**Instructions for the task:**
Check every line of the data below for the word "nodes", then give only the number of lines that have it.

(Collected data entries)
----

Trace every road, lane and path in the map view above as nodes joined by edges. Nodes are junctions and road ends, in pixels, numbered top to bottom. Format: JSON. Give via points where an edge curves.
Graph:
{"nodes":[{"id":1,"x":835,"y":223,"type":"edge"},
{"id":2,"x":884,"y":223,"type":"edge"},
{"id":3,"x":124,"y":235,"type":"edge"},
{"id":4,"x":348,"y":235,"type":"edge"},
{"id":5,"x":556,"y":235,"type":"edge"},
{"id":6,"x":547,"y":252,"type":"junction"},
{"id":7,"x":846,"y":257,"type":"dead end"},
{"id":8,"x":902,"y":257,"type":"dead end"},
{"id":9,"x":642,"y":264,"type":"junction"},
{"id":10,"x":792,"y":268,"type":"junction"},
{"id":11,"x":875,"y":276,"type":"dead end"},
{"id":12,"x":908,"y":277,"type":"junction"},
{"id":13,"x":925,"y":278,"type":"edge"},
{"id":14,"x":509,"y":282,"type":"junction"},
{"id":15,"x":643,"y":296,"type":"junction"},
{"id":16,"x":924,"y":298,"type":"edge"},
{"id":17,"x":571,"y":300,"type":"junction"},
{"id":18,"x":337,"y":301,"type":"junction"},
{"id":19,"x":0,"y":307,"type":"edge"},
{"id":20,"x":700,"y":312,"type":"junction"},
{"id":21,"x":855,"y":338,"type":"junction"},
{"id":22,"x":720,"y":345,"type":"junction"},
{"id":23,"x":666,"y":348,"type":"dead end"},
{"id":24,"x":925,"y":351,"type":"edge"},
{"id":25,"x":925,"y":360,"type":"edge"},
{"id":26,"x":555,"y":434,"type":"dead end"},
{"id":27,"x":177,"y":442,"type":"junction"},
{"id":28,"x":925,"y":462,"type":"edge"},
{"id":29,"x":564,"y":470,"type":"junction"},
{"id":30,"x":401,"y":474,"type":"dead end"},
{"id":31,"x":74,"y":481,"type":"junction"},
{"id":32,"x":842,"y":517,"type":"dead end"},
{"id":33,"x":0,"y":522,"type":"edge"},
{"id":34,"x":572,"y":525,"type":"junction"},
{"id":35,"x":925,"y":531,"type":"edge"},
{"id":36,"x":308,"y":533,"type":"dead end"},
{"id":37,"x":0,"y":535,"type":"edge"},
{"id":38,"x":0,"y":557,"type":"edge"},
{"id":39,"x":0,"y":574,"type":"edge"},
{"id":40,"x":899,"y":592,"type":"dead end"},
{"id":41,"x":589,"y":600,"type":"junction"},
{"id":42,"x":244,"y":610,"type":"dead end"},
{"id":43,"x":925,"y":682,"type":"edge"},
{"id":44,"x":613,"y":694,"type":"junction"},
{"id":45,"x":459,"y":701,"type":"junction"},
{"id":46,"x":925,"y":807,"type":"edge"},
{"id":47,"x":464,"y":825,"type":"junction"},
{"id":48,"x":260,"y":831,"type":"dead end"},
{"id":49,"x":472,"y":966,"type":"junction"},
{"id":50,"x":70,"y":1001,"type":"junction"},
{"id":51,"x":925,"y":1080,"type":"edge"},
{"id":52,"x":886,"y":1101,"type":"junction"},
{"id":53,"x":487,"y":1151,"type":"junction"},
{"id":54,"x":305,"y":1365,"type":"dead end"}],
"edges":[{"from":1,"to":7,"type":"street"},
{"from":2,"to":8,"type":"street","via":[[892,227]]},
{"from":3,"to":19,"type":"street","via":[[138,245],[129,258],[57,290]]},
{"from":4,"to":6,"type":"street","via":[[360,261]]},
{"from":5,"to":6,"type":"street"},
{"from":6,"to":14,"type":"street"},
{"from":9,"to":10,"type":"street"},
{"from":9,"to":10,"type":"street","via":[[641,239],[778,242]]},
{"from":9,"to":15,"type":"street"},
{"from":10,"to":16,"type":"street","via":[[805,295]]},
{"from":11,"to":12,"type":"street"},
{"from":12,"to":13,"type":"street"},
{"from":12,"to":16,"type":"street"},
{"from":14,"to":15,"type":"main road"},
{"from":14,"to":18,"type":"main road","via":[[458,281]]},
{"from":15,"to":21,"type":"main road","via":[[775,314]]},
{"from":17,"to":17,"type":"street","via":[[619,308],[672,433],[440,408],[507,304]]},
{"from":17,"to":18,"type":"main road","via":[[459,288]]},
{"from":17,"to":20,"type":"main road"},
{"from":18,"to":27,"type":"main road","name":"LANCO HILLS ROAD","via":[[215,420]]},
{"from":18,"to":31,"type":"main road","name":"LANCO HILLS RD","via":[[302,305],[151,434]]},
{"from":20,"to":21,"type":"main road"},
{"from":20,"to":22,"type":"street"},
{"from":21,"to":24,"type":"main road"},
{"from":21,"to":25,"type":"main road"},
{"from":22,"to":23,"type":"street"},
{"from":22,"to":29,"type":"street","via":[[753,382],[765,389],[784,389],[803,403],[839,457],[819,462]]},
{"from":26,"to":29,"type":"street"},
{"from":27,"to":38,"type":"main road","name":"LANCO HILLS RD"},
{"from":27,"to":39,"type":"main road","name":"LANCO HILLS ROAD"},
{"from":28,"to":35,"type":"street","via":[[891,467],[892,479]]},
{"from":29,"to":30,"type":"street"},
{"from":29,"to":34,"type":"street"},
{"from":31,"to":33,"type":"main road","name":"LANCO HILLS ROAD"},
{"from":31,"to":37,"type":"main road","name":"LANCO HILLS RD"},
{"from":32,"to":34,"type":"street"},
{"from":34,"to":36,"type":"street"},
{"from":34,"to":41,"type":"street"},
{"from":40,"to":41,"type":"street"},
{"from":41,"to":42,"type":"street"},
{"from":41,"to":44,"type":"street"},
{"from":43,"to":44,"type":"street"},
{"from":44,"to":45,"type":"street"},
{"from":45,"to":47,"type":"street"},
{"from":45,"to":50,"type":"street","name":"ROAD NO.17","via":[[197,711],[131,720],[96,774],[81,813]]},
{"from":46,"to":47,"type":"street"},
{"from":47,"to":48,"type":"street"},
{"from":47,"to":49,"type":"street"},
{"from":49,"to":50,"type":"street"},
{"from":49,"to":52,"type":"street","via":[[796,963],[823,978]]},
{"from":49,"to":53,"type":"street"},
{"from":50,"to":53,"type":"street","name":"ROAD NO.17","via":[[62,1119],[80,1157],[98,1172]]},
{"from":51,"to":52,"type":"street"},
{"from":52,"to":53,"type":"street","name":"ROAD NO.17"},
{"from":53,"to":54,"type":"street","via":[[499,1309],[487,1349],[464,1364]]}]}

----

**Exercise solution:**
2